The Corner

‘Don’t Blame Obama’

I liked Ross’s op-ed in the Times today, but I think he overstates his case. After running through the usual critiques of Obama, he writes:

Some of this is true — but some of it is overstated. And at its worst, it’s an example of the bipartisan derangement that Gene Healy of the Cato Institute has dubbed “the cult of the presidency.”

To the disciples of this cult, the president is the government. “He is a soul nourisher,” Healy writes, “a hope giver, a living American talisman against hurricanes, terrorism, economic downturns and spiritual malaise.” Anything that happens on his watch happens because of him. And just as important, anything that doesn’t happen can be pinned entirely on his mistakes.

President Obama has been turning these quasi-messianic expectations to his advantage since he first entered national politics. But that doesn’t make them any less unrealistic.

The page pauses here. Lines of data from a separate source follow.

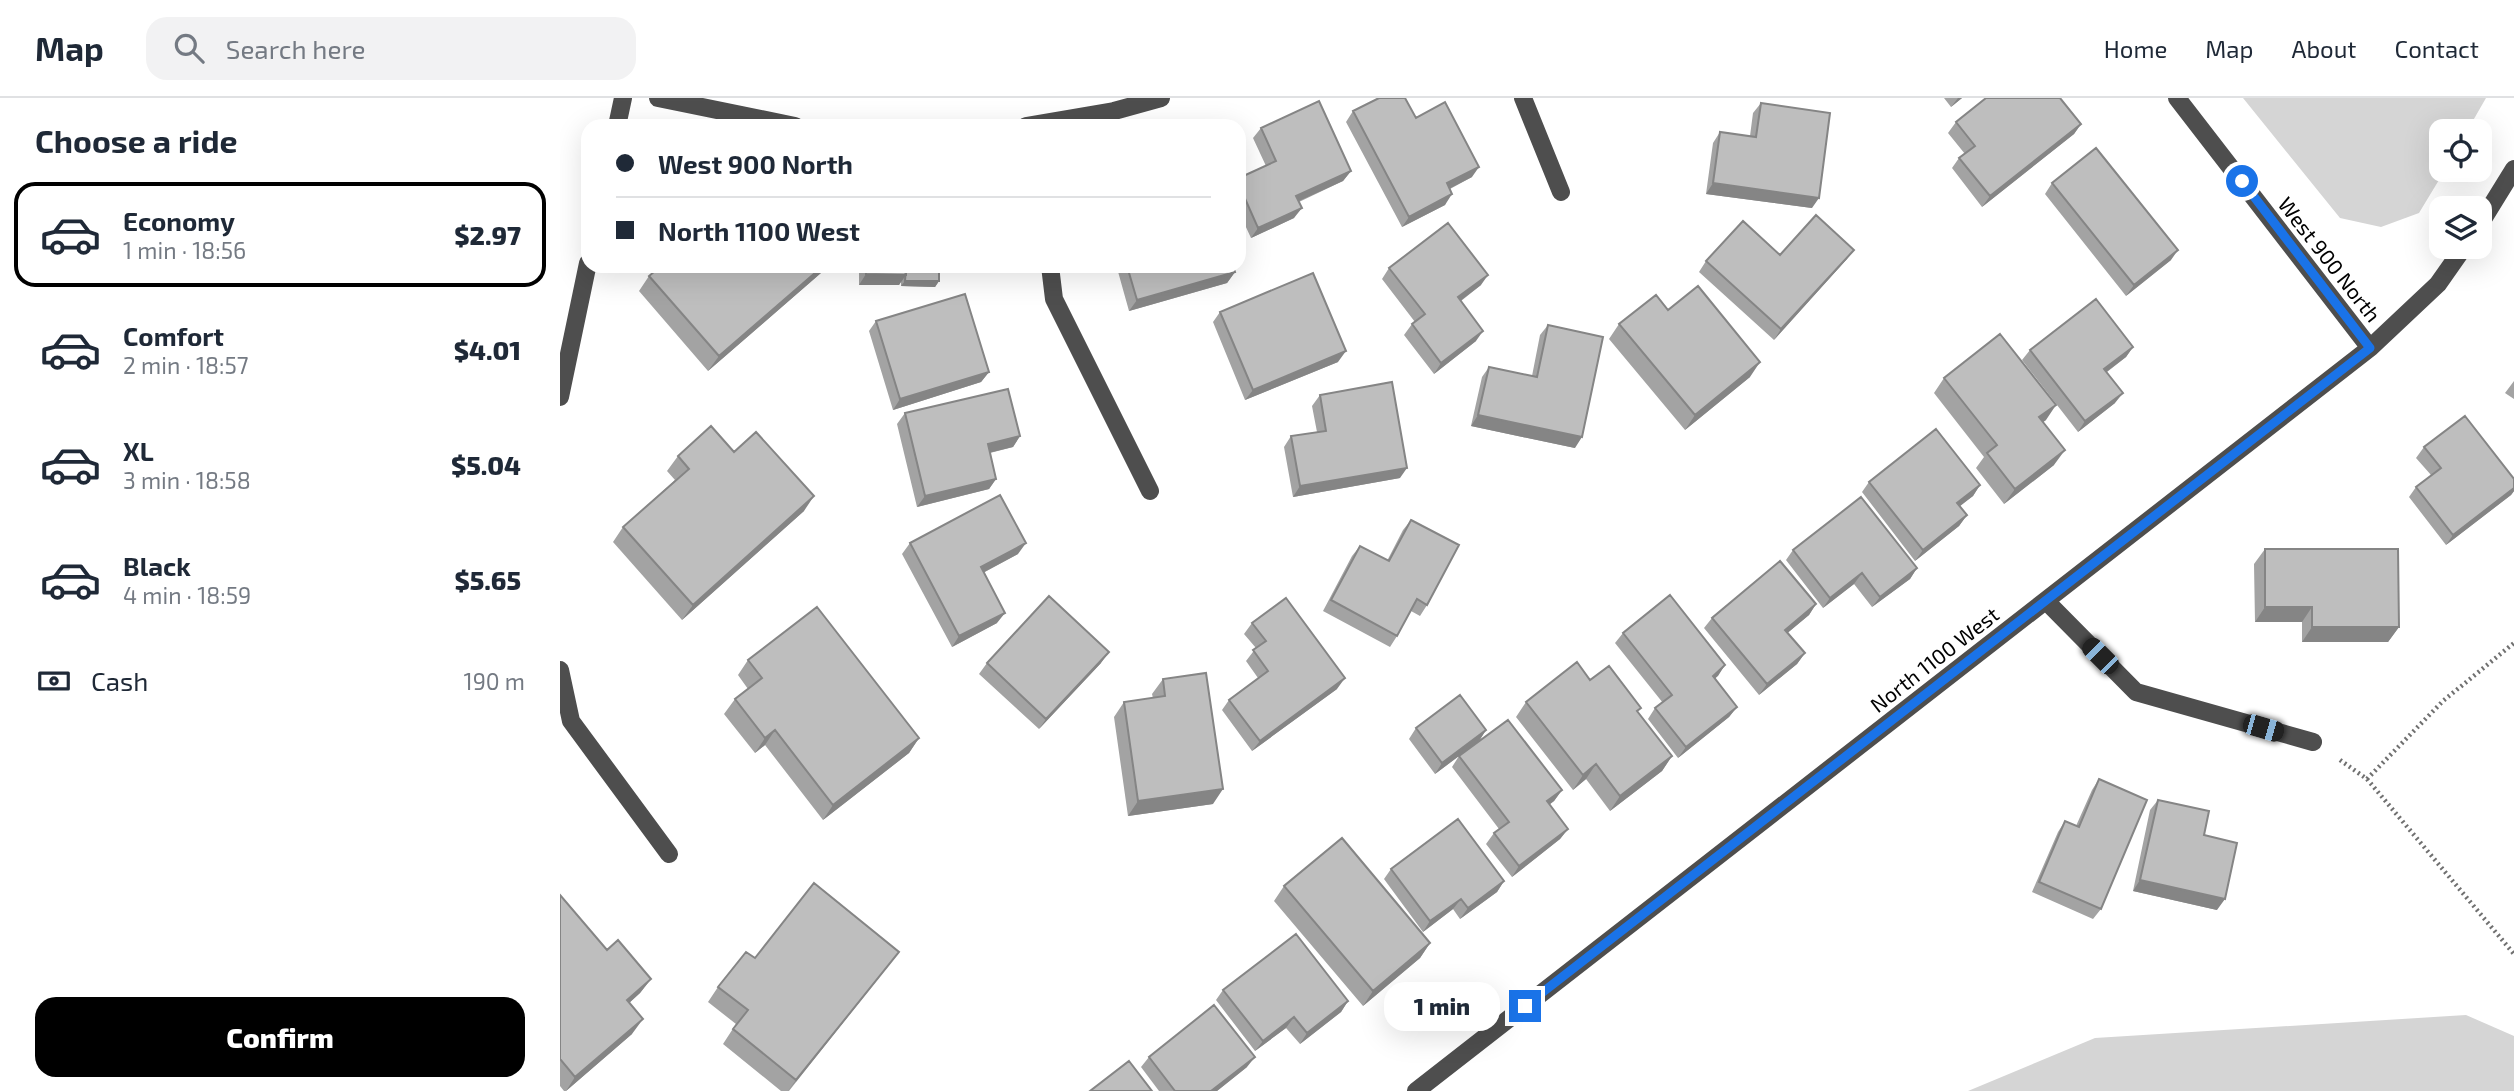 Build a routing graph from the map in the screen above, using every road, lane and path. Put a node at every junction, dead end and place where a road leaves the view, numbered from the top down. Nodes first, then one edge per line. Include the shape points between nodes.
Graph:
1 (623, 98) edge
2 (658, 98) edge
3 (1161, 98) edge
4 (1523, 98) edge
5 (2177, 98) edge
6 (618, 119) edge
7 (761, 119) edge
8 (1071, 119) edge
9 (2514, 169) edge
10 (1561, 192) dead end
11 (2492, 205) edge
12 (2456, 259) edge
13 (586, 273) edge
14 (1051, 273) edge
15 (2370, 348) junction
16 (560, 397) edge
17 (1150, 491) dead end
18 (2046, 601) junction
19 (2514, 643) edge
20 (560, 670) edge
21 (2313, 742) joint
22 (2367, 779) junction
23 (669, 854) dead end
24 (2514, 954) edge
25 (1416, 1091) edge

1 - 6 street
2 - 7 street
3 - 8 street
4 - 10 street
5 - 15 street, West 900 North
9 - 11 street
12 - 15 street, North 1100 West via 2438,284
13 - 16 street
14 - 17 street via 1054,299
15 - 18 street, North 1100 West
18 - 21 street via 2136,692
18 - 25 street, North 1100 West
19 - 22 path via 2443,701
20 - 23 street via 571,721
21 - 22 path
22 - 24 path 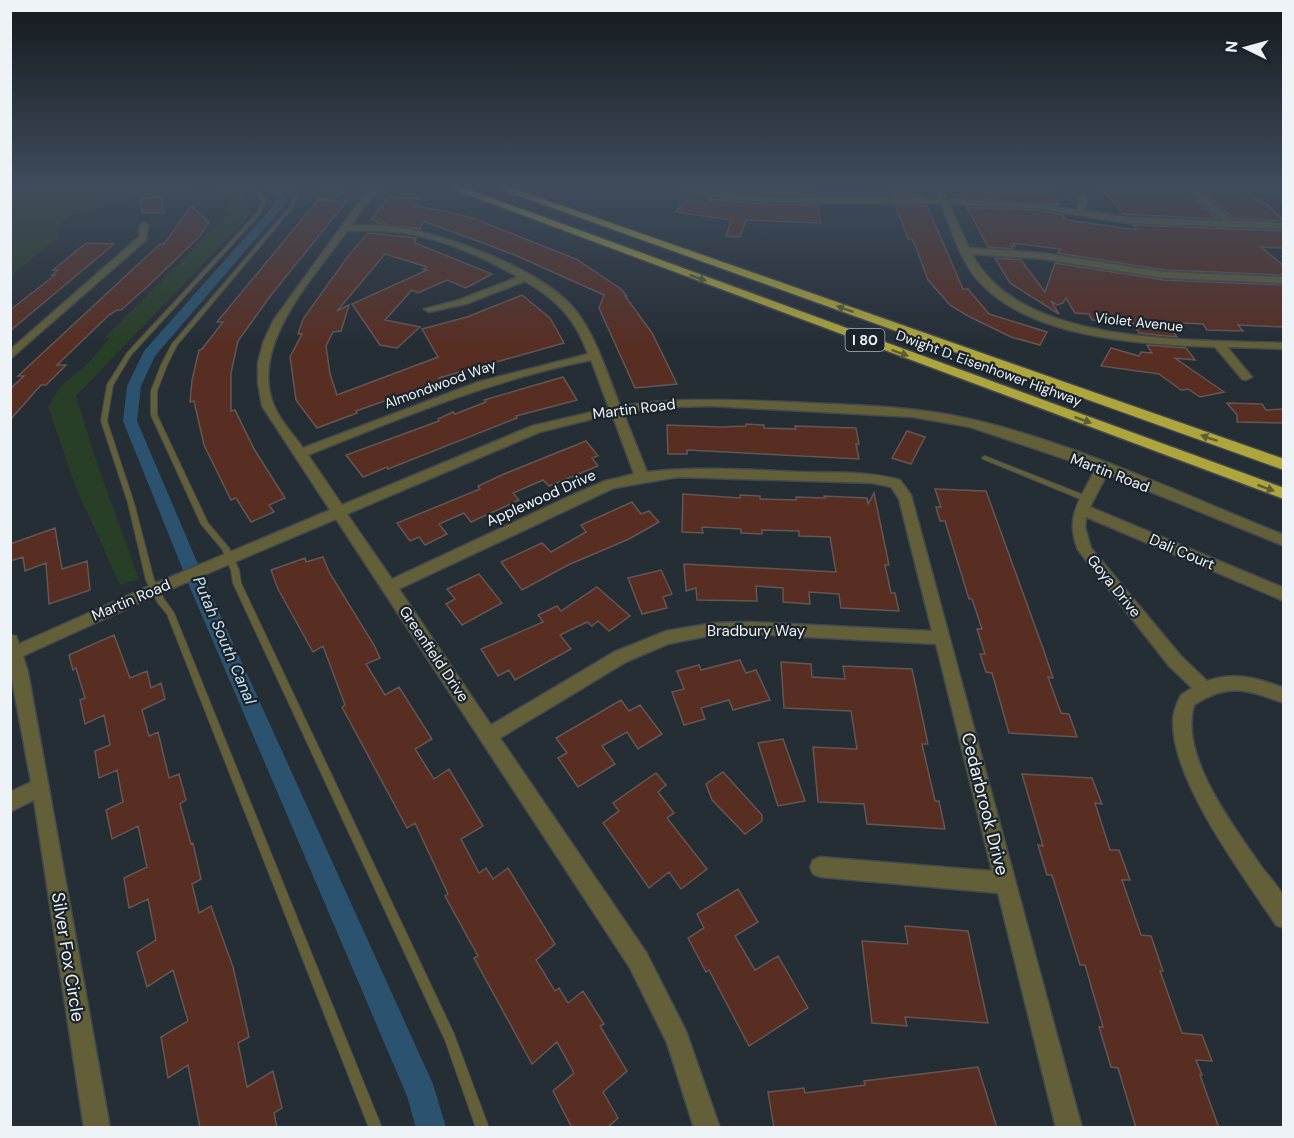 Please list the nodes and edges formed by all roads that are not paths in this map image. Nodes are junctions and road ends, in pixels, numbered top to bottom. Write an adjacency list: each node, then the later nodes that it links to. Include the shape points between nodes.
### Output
1 (143, 238): 15 (street)
2 (236, 238): 31 (lane, via 129,354 110,385 104,421)
3 (265, 238): 29 (lane, via 175,344 154,391 154,415 205,524 225,549)
4 (339, 238): 19 (street, Greenfield Drive, via 278,321 263,360 262,381 268,406)
5 (437, 238): 10 (street)
6 (588, 238): 25 (highway, Dwight D. Eisenhower Highway / I 80, one-way to 25)
7 (641, 238): 21 (highway, Dwight D. Eisenhower Highway / I 80, one-way to 7)
8 (962, 238): 9 (street, Violet Avenue)
9 (968, 251): 11 (street, via 1043,256 1164,275); 13 (street, Violet Avenue, via 980,275 994,290 1056,321 1118,336)
10 (527, 277): 12 (street, via 462,302); 16 (street, via 571,311)
11 (1284, 280)
12 (429, 309)
13 (1218, 343): 14 (street, Violet Avenue); 17 (street)
14 (1284, 346)
15 (10, 356)
16 (595, 356): 18 (street); 19 (street, Almondwood Way, via 487,382)
17 (1246, 377)
18 (616, 409): 22 (street, Martin Road, via 695,403 922,414 1004,433); 23 (street); 27 (street, Martin Road, via 536,429)
19 (299, 454): 27 (street, Greenfield Drive)
20 (985, 458): 26 (lane)
21 (1284, 465)
22 (1102, 469): 26 (street, Goya Drive); 28 (street, Martin Road)
23 (642, 477): 24 (street, Applewood Drive, via 716,473); 30 (street, Applewood Drive, via 610,484 575,499)
24 (895, 483): 33 (street, Cedarbrook Drive, via 906,498)
25 (1284, 494)
26 (1084, 504): 32 (street, Dali Court); 35 (street, Goya Drive, via 1076,523 1085,550 1175,661)
27 (340, 512): 29 (street, Martin Road); 30 (street, Greenfield Drive)
28 (1284, 541)
29 (225, 560): 31 (street, Martin Road); 45 (lane, via 235,570 237,583 450,1038)
30 (389, 587): 37 (street, Greenfield Drive)
31 (158, 589): 34 (street, Martin Road); 44 (lane)
32 (1284, 595)
33 (943, 638): 37 (street, Bradbury Way, via 751,628 712,629 666,638 620,657); 41 (street, Cedarbrook Drive)
34 (12, 650): 38 (street, Silver Fox Circle)
35 (1203, 688): 36 (street, via 1217,683 1242,683); 42 (street, via 1186,700 1182,723 1188,752 1209,804)
36 (1284, 696)
37 (488, 736): 46 (street, Greenfield Drive, via 638,960 678,1039)
38 (41, 786): 39 (street); 43 (street, Silver Fox Circle)
39 (10, 803)
40 (820, 867): 41 (street)
41 (1006, 883): 47 (street, Cedarbrook Drive)
42 (1284, 916)
43 (97, 1128)
44 (375, 1128)
45 (483, 1128)
46 (707, 1128)
47 (1069, 1128)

To listen to the chatter about where his administration has gone wrong, you would think that the rest of the Democratic Party had no agency — that Democratic office-holders are slaves to poll numbers that only the White House can control, and that the way a Max Baucus, a Ben Nelson or a Blanche Lincoln votes is entirely determined by whether the president of the United States twists the right arms and hits the right rhetorical notes.

In reality, the health care wrestling match is less a test of Mr. Obama’s political genius than it is a test of the Democratic Party’s ability to govern. This is not the Reagan era, when power in Washington was divided, and every important vote required the president to leverage his popularity to build trans-party coalitions. Fox News and Sarah Palin have soapboxes, but they don’t have veto power. Mr. Obama could be a cipher, a nonentity, a Millard Fillmore or a Franklin Pierce, and his party would still have the power to pass sweeping legislation without a single Republican vote.

I generally agree with Healy’s take on the cult of the presidency and I agree that the party deserves its fair share of blame. But surely in this context Obama is the “decider,” as Bush liked to say. He (with the guidance of Rahm Emanuel and Tom Daschle) chose a specific game plan. His political capital with his own party was a dragon’s treasure and he hoarded it when he should have spent it, and when he spent it, he spent it poorly. The buck stops with Obama, after all.

Regardless, the high priests of the cult of the presidency are presidential historians, and if Obama fails on health care he will get the blame for it, fairly or otherwise. That’s how it works.